Het Chichu Art Museum was een belevenis. Om te beginnen wandel je langs de route naar het museum door een bloementuin met een vijver vol waterlelies, alvast een voorproefje van de vijf Monets in het museum. Daarna een eind de heuvel op – met een prachtig uitzicht op de Seto binnenzee met puntige vulkaan eilandjes – tot aan een open betonnen ruimte, waar je afdaalt naar een veld groene planten. Vandaar loop je door een lange schemerdonkere gang in de heuvel naar de entree van het museum, midden in de heuvel.
Het museum heeft alleen daglicht, dat binnenkomt door boven in de ruimtes aangebrachte lichtkoepels en door een glazen wand met uitzicht op het landschap en de zee. In het zachte onbestemde daglicht van de stille zalen verlies je al gauw je gevoel voor tijd. De drie zalen in het museum bevatten permanente totaalkunstwerken: de waterlelie panelen van Monet, de grote installatie Time/Timeless/No Time van Walter de Maria, en lichtinstallaties van James Turrell. De wetenschap dat deze kunstwerken hier altijd zullen blijven versterkt het idee van tijdloosheid nog eens.
Ik hoop dat Tadao Ando de uitbreiding van het Kröller-Müller gaat doen. Dan wordt het vast iets heel bijzonders – zonder buitenissig spektakel.
Tadao Ando is een groot bewonderaar van Le Corbusier. Net als hij werkt Ando graag met beton, maar het door Ando toegepaste beton is veel gladder, marmerachtig haast en voelt bijna aan als een zachte huid. Evenals bij Le Corbusier speelt bij Ando de afwisseling van licht en schaduw een grote rol. Specifiek voor Ando’s architectuur is de integratie van natuurlijke elementen zoals water en groen, en de uitzichten op natuurlijke landschappen.
In de loop van de tijd ontwierp Tadao Ando vele woonhuizen, kerken en tempels in Japan. De materialen voor zijn sobere woningen en gebouwen bestaan voornamelijk uit hout, steen en beton en de laatste tijd werkt hij ook meer met glas. Gaandeweg kreeg Ando ook steeds meer opdrachten uit andere delen van de wereld.

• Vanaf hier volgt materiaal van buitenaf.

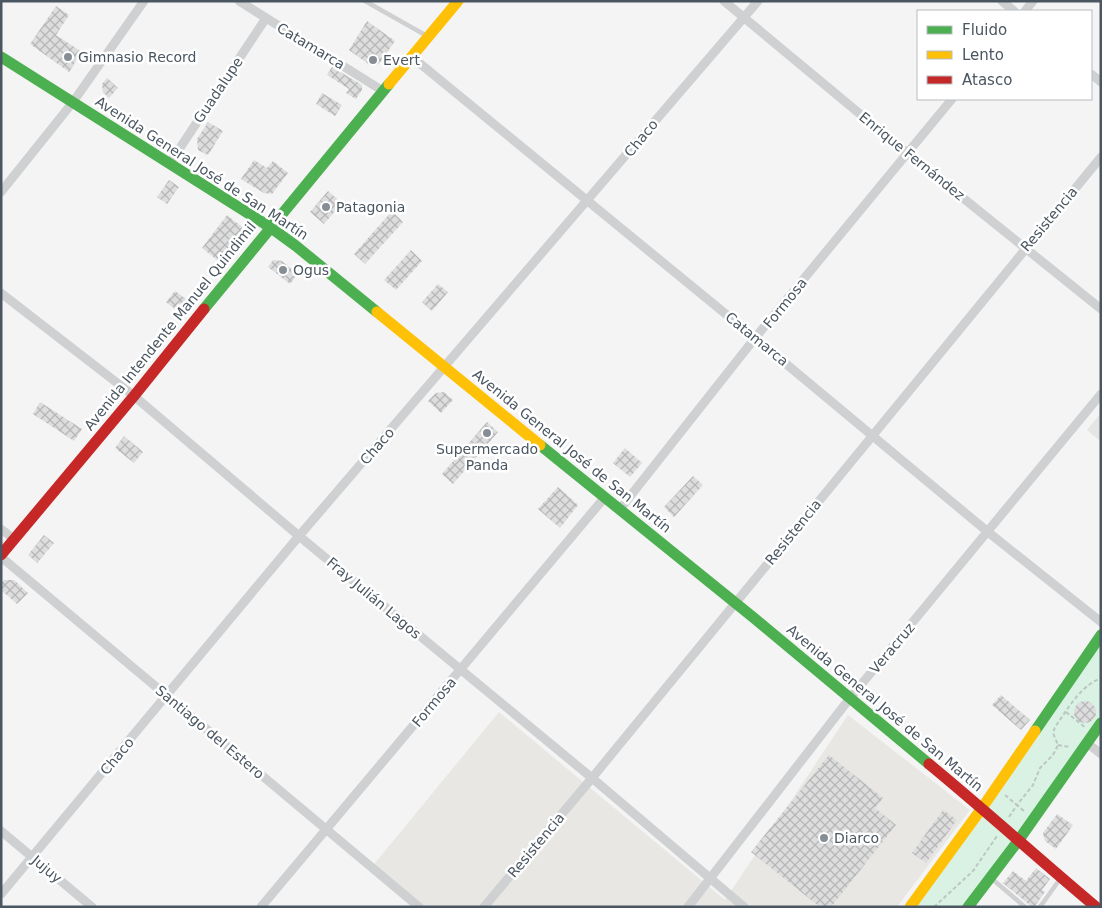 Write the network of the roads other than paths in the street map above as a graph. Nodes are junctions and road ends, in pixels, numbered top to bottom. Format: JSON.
{"nodes":[{"id":1,"x":144,"y":1,"type":"edge"},
{"id":2,"x":239,"y":1,"type":"edge"},
{"id":3,"x":365,"y":1,"type":"edge"},
{"id":4,"x":458,"y":1,"type":"edge"},
{"id":5,"x":724,"y":1,"type":"edge"},
{"id":6,"x":758,"y":1,"type":"edge"},
{"id":7,"x":1002,"y":1,"type":"edge"},
{"id":8,"x":1013,"y":10,"type":"edge"},
{"id":9,"x":266,"y":18,"type":"junction"},
{"id":10,"x":744,"y":18,"type":"junction"},
{"id":11,"x":428,"y":37,"type":"junction"},
{"id":12,"x":1,"y":57,"type":"edge"},
{"id":13,"x":412,"y":57,"type":"junction"},
{"id":14,"x":383,"y":91,"type":"junction"},
{"id":15,"x":951,"y":100,"type":"edge"},
{"id":16,"x":73,"y":102,"type":"junction"},
{"id":17,"x":907,"y":153,"type":"junction"},
{"id":18,"x":1101,"y":157,"type":"edge"},
{"id":19,"x":170,"y":163,"type":"junction"},
{"id":20,"x":1,"y":192,"type":"edge"},
{"id":21,"x":587,"y":201,"type":"junction"},
{"id":22,"x":270,"y":227,"type":"junction"},
{"id":23,"x":1026,"y":248,"type":"junction"},
{"id":24,"x":1,"y":293,"type":"edge"},
{"id":25,"x":1101,"y":309,"type":"edge"},
{"id":26,"x":755,"y":338,"type":"junction"},
{"id":27,"x":444,"y":368,"type":"junction"},
{"id":28,"x":1101,"y":394,"type":"edge"},
{"id":29,"x":134,"y":396,"type":"junction"},
{"id":30,"x":872,"y":435,"type":"junction"},
{"id":31,"x":605,"y":497,"type":"junction"},
{"id":32,"x":620,"y":509,"type":"junction"},
{"id":33,"x":1,"y":529,"type":"edge"},
{"id":34,"x":988,"y":532,"type":"junction"},
{"id":35,"x":299,"y":536,"type":"junction"},
{"id":36,"x":14,"y":539,"type":"junction"},
{"id":37,"x":1,"y":556,"type":"edge"},
{"id":38,"x":735,"y":603,"type":"junction"},
{"id":39,"x":1101,"y":622,"type":"edge"},
{"id":40,"x":1101,"y":635,"type":"edge"},
{"id":41,"x":461,"y":670,"type":"junction"},
{"id":42,"x":167,"y":696,"type":"junction"},
{"id":43,"x":850,"y":698,"type":"junction"},
{"id":44,"x":1101,"y":723,"type":"edge"},
{"id":45,"x":1087,"y":743,"type":"junction"},
{"id":46,"x":1101,"y":754,"type":"edge"},
{"id":47,"x":592,"y":778,"type":"junction"},
{"id":48,"x":982,"y":808,"type":"junction"},
{"id":49,"x":326,"y":829,"type":"junction"},
{"id":50,"x":1,"y":831,"type":"edge"},
{"id":51,"x":1018,"y":841,"type":"junction"},
{"id":52,"x":33,"y":857,"type":"junction"},
{"id":53,"x":990,"y":877,"type":"junction"},
{"id":54,"x":710,"y":878,"type":"junction"},
{"id":55,"x":1061,"y":878,"type":"junction"},
{"id":56,"x":1,"y":894,"type":"edge"},
{"id":57,"x":92,"y":907,"type":"edge"},
{"id":58,"x":261,"y":907,"type":"edge"},
{"id":59,"x":419,"y":907,"type":"edge"},
{"id":60,"x":484,"y":907,"type":"edge"},
{"id":61,"x":688,"y":907,"type":"edge"},
{"id":62,"x":744,"y":907,"type":"edge"},
{"id":63,"x":910,"y":907,"type":"edge"},
{"id":64,"x":968,"y":907,"type":"edge"},
{"id":65,"x":1024,"y":907,"type":"edge"},
{"id":66,"x":1040,"y":907,"type":"edge"},
{"id":67,"x":1096,"y":907,"type":"edge"}],
"edges":[{"from":1,"to":16,"type":"street"},
{"from":2,"to":9,"type":"street","name":"Catamarca"},
{"from":3,"to":11,"type":"lane"},
{"from":4,"to":11,"type":"main road","name":"Avenida Intendente Manuel Quindimil"},
{"from":5,"to":10,"type":"street","name":"Enrique Fernández"},
{"from":6,"to":10,"type":"street","name":"Chaco"},
{"from":7,"to":8,"type":"street"},
{"from":9,"to":14,"type":"street","name":"Catamarca"},
{"from":9,"to":19,"type":"street","name":"Guadalupe"},
{"from":10,"to":17,"type":"street","name":"Enrique Fernández"},
{"from":10,"to":21,"type":"street","name":"Chaco"},
{"from":11,"to":13,"type":"main road","name":"Avenida Intendente Manuel Quindimil"},
{"from":12,"to":16,"type":"main road","name":"Avenida General José de San Martín"},
{"from":13,"to":14,"type":"main road","name":"Avenida Intendente Manuel Quindimil"},
{"from":13,"to":21,"type":"street","name":"Catamarca"},
{"from":14,"to":22,"type":"main road","name":"Avenida Intendente Manuel Quindimil"},
{"from":15,"to":17,"type":"street","name":"Formosa"},
{"from":16,"to":19,"type":"main road","name":"Avenida General José de San Martín"},
{"from":16,"to":20,"type":"street"},
{"from":17,"to":23,"type":"street","name":"Enrique Fernández"},
{"from":17,"to":26,"type":"street","name":"Formosa"},
{"from":18,"to":23,"type":"street","name":"Resistencia"},
{"from":19,"to":22,"type":"main road","name":"Avenida General José de San Martín"},
{"from":21,"to":26,"type":"street","name":"Catamarca"},
{"from":21,"to":27,"type":"street","name":"Chaco"},
{"from":22,"to":27,"type":"main road","name":"Avenida General José de San Martín"},
{"from":22,"to":29,"type":"main road","name":"Avenida Intendente Manuel Quindimil"},
{"from":23,"to":25,"type":"street","name":"Enrique Fernández"},
{"from":23,"to":30,"type":"street","name":"Resistencia"},
{"from":24,"to":29,"type":"street","name":"Fray Julián Lagos"},
{"from":26,"to":30,"type":"street","name":"Catamarca"},
{"from":26,"to":32,"type":"street","name":"Formosa"},
{"from":27,"to":31,"type":"main road","name":"Avenida General José de San Martín"},
{"from":27,"to":35,"type":"street","name":"Chaco"},
{"from":28,"to":34,"type":"street","name":"Veracruz"},
{"from":29,"to":35,"type":"street","name":"Fray Julián Lagos"},
{"from":29,"to":36,"type":"main road","name":"Avenida Intendente Manuel Quindimil"},
{"from":30,"to":34,"type":"street","name":"Catamarca"},
{"from":30,"to":38,"type":"street","name":"Resistencia"},
{"from":31,"to":32,"type":"main road","name":"Avenida General José de San Martín"},
{"from":31,"to":41,"type":"street","name":"Formosa"},
{"from":32,"to":38,"type":"main road","name":"Avenida General José de San Martín"},
{"from":33,"to":36,"type":"street"},
{"from":34,"to":39,"type":"street","name":"Catamarca"},
{"from":34,"to":43,"type":"street","name":"Veracruz"},
{"from":35,"to":41,"type":"street","name":"Fray Julián Lagos"},
{"from":35,"to":42,"type":"street","name":"Chaco"},
{"from":36,"to":37,"type":"main road","name":"Avenida Intendente Manuel Quindimil"},
{"from":37,"to":42,"type":"street","name":"Santiago del Estero"},
{"from":38,"to":43,"type":"main road","name":"Avenida General José de San Martín"},
{"from":38,"to":47,"type":"street","name":"Resistencia"},
{"from":40,"to":48,"type":"main road"},
{"from":41,"to":47,"type":"street","name":"Fray Julián Lagos"},
{"from":41,"to":49,"type":"street","name":"Formosa"},
{"from":42,"to":49,"type":"street","name":"Santiago del Estero"},
{"from":42,"to":52,"type":"street","name":"Chaco"},
{"from":43,"to":48,"type":"main road","name":"Avenida General José de San Martín"},
{"from":43,"to":54,"type":"street","name":"Veracruz"},
{"from":44,"to":45,"type":"main road"},
{"from":45,"to":46,"type":"street"},
{"from":45,"to":51,"type":"main road"},
{"from":47,"to":54,"type":"street","name":"Fray Julián Lagos"},
{"from":47,"to":60,"type":"street","name":"Resistencia"},
{"from":48,"to":51,"type":"main road","name":"Avenida General José de San Martín"},
{"from":48,"to":63,"type":"main road"},
{"from":49,"to":58,"type":"street","name":"Formosa"},
{"from":49,"to":59,"type":"street","name":"Santiago del Estero"},
{"from":50,"to":52,"type":"street","name":"Jujuy"},
{"from":51,"to":53,"type":"main road"},
{"from":51,"to":55,"type":"main road","name":"Avenida General José de San Martín"},
{"from":52,"to":56,"type":"street","name":"Chaco"},
{"from":52,"to":57,"type":"street","name":"Jujuy"},
{"from":53,"to":64,"type":"main road"},
{"from":53,"to":65,"type":"lane"},
{"from":54,"to":61,"type":"street","name":"Veracruz"},
{"from":54,"to":62,"type":"street","name":"Fray Julián Lagos"},
{"from":55,"to":66,"type":"lane"},
{"from":55,"to":67,"type":"main road","name":"Avenida General José de San Martín"}]}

Tadeo Ando is ook de architect van de in 2021 zeer geslaagde verbouwing van de Parijse graanbeurs uit de achttiende eeuw, de Bourse de Commerce, voor de gigantische kunstcollectie van de Franse zakenman François Pinault. Voor een een interessant gedetailleerd verslag over de verbouwing en de kunstcollectie in de Bourse zie paris-fvdv.blogspot.com, Pinault collection, ‘ouverture’.
Werk van Tadao Ando is ook te zien op het uitgestrekte landgoed van Château la Coste in de buurt van Aix-en Provence. De eigenaar nodigde een aantal architecten en kunstenaars uit om speciaal voor zijn terrein werk te maken. Het door water omgeven toegangspaviljoen werd door Ando ontworpen. Het lange smalle lichtvenster bovenlangs de gang naar de entree is een duidelijke verwijzing naar de lichtspleten die Le Corbusier aanbracht langs de bovenkant van de muren in zijn gebouwen.
Op het uitgestrekte terrein met werk van kunstenaars en architecten onder wie Louise Bourgeois, Calder, Sean Scully, Jenny Holzer, Andy Goldsworthy, Sophie Calle, Ai Weiwei, Frank Gehry, Renzo Piano, staat ook een ‘origami bank’ van Ando, een soort bushokje, met daarboven een uit dezelfde vorm ‘geknipte’overkapping met een driehoekige uitsparing, waardoor je een driehoekig stukje stukje lucht ziet dat weer als een vage lichtvlek terugkeert op de bank. Hier blijf je graag zitten, ook al zal er nooit een bus komen.